### [Work order]
Your answer must contain each line of the listing in which "Left" appears, copied in full.
Records for this exercise Block Start
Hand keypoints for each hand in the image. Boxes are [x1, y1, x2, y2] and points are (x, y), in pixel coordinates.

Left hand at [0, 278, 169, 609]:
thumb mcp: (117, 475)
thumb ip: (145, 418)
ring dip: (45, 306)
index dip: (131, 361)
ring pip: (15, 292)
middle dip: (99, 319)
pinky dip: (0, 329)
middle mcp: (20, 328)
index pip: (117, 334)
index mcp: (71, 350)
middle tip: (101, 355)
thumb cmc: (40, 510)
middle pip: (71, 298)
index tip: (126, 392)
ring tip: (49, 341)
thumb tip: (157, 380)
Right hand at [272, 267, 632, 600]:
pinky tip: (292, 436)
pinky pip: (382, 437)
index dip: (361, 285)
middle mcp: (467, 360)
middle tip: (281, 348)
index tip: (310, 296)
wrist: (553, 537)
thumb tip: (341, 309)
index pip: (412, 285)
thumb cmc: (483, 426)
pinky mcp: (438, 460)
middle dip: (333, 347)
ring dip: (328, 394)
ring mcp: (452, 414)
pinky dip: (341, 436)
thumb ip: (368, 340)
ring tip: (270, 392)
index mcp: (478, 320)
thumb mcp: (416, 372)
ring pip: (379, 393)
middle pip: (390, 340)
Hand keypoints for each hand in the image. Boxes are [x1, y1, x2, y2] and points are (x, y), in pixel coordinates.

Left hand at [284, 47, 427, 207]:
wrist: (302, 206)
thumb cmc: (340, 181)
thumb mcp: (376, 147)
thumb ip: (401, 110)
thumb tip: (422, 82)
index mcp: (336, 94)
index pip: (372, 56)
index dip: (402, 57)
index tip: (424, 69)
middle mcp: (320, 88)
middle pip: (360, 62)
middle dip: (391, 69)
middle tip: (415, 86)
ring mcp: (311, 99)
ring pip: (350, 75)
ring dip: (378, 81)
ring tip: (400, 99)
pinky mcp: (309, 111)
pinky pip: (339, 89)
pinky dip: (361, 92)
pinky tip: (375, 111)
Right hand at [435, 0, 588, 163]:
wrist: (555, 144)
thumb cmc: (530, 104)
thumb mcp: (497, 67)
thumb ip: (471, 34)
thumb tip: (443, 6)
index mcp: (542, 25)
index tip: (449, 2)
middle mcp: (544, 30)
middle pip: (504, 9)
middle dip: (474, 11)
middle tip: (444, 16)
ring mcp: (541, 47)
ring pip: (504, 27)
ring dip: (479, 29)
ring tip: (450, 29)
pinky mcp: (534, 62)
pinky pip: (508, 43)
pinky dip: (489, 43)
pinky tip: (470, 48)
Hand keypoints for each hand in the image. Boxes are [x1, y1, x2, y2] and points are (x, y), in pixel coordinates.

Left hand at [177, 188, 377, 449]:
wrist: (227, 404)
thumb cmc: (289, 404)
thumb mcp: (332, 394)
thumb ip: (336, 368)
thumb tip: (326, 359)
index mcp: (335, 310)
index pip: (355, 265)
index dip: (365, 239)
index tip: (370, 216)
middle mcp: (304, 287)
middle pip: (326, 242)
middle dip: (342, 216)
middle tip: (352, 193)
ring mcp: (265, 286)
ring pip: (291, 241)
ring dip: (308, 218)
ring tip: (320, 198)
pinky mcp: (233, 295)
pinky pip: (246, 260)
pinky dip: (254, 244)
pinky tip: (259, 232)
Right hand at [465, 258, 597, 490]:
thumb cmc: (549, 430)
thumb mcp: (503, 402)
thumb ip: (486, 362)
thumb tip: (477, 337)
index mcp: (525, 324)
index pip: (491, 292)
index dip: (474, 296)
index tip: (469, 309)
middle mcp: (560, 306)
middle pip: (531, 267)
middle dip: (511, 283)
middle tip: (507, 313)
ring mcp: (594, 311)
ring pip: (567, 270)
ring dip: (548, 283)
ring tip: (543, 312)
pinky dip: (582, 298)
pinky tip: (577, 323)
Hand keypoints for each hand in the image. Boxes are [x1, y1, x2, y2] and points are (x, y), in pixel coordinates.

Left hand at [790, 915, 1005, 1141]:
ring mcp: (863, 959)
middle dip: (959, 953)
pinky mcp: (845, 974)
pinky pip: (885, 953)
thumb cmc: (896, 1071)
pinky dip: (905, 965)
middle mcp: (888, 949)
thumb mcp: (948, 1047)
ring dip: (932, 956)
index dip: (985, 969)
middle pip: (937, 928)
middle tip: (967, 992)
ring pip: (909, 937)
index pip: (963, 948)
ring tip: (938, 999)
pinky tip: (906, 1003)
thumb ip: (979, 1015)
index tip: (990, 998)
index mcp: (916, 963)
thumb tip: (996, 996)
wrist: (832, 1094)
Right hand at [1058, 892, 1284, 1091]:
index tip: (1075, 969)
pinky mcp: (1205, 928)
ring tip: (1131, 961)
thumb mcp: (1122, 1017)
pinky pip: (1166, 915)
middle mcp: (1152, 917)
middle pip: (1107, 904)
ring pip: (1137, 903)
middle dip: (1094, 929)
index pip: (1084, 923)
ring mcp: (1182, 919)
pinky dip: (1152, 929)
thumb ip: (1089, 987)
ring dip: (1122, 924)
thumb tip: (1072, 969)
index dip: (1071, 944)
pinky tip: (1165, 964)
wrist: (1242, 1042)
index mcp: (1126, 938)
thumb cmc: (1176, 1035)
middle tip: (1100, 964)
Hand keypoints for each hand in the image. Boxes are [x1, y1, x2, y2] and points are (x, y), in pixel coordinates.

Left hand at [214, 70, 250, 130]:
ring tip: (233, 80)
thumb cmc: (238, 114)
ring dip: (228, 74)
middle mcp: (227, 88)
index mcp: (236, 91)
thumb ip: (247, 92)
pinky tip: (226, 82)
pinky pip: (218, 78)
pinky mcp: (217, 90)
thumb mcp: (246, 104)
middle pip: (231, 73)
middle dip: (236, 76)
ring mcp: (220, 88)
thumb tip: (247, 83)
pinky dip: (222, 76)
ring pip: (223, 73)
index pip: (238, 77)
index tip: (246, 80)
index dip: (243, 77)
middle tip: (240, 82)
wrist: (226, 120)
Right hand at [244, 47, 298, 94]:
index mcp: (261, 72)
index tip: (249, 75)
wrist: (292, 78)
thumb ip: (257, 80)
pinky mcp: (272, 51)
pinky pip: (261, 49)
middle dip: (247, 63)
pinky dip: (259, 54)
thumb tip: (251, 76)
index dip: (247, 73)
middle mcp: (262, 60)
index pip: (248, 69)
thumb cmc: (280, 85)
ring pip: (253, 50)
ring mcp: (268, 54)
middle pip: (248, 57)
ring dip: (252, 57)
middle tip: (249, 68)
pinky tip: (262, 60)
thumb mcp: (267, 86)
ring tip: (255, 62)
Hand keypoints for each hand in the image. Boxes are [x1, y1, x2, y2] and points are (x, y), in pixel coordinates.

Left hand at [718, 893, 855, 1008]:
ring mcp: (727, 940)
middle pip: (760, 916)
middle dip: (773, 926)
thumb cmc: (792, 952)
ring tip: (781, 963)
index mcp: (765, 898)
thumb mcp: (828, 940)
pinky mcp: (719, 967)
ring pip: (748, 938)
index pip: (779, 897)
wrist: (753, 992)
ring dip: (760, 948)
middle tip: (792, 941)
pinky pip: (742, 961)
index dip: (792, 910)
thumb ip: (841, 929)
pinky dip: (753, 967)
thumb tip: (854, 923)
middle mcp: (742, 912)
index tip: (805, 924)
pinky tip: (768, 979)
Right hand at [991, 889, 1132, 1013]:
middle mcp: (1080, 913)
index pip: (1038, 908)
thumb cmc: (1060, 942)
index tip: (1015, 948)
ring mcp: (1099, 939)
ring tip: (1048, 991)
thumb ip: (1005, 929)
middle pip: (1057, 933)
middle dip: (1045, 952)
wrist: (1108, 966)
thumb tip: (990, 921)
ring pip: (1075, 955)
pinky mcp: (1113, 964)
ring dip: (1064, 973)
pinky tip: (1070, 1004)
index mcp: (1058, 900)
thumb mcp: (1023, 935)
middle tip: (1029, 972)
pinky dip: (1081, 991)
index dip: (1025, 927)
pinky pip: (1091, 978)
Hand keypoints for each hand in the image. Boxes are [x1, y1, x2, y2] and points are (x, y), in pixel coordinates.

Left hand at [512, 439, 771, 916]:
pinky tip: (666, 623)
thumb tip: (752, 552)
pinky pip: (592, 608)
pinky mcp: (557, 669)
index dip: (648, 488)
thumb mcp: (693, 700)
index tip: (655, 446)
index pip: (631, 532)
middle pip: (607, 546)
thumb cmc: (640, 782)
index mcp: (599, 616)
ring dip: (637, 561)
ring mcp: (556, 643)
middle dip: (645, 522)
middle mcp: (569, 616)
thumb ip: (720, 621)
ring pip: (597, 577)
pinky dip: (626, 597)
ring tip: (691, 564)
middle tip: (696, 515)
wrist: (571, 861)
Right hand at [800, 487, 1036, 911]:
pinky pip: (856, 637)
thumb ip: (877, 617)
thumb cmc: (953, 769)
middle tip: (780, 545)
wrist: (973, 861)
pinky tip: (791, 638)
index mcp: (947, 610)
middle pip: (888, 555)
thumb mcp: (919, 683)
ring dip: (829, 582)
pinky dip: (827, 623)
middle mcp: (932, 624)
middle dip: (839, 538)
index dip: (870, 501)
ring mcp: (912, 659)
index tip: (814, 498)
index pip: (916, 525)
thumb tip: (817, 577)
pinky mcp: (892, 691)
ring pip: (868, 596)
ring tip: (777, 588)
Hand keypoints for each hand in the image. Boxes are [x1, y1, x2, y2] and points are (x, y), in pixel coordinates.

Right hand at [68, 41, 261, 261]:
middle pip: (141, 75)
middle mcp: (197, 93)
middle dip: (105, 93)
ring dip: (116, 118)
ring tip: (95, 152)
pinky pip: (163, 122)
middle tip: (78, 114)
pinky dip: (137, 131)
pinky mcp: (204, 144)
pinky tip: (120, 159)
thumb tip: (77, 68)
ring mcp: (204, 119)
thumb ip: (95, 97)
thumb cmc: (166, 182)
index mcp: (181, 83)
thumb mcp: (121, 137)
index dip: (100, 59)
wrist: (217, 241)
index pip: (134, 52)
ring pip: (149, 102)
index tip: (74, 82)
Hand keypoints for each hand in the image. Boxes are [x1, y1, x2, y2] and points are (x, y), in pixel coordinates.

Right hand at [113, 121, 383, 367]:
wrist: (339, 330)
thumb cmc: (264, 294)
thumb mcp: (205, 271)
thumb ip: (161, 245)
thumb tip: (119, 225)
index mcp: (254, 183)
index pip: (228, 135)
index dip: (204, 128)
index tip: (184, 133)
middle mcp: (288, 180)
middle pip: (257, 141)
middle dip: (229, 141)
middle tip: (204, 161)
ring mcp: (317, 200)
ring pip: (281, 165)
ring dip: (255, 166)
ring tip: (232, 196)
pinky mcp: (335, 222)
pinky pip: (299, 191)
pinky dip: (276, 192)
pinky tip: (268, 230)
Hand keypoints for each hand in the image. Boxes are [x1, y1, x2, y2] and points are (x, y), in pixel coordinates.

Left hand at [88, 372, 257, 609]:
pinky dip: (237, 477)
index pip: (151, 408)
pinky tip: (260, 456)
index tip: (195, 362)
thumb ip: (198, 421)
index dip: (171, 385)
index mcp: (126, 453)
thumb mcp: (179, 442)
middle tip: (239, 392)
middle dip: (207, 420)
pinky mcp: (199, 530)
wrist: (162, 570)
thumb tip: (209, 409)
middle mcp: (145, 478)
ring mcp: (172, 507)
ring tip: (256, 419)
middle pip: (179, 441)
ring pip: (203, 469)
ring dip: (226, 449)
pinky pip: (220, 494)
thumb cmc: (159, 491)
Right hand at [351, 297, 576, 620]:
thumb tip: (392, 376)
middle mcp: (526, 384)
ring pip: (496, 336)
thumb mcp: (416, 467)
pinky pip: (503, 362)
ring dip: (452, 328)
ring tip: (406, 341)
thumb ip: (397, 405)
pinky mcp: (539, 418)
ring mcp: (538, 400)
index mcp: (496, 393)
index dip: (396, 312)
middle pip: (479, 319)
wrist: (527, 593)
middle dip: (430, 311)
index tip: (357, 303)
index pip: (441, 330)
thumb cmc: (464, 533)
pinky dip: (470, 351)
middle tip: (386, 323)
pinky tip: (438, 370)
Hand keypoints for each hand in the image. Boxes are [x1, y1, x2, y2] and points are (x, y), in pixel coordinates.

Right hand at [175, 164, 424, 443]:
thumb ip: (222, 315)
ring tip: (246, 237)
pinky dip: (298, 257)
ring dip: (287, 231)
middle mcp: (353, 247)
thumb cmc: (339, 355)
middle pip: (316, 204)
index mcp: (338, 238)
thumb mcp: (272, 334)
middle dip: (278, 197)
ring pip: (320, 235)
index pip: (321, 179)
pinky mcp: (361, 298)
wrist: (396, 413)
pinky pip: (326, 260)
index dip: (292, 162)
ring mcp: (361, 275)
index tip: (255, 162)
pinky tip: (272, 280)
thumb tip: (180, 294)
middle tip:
Records for this exercise Block End
### [Answer area]
Left hand at [0, 278, 169, 609]:
Left hand at [284, 47, 427, 207]:
Left hand at [177, 188, 377, 449]:
Left hand at [790, 915, 1005, 1141]:
Left hand at [214, 70, 250, 130]:
Left hand at [718, 893, 855, 1008]:
Left hand at [512, 439, 771, 916]:
Left hand at [88, 372, 257, 609]:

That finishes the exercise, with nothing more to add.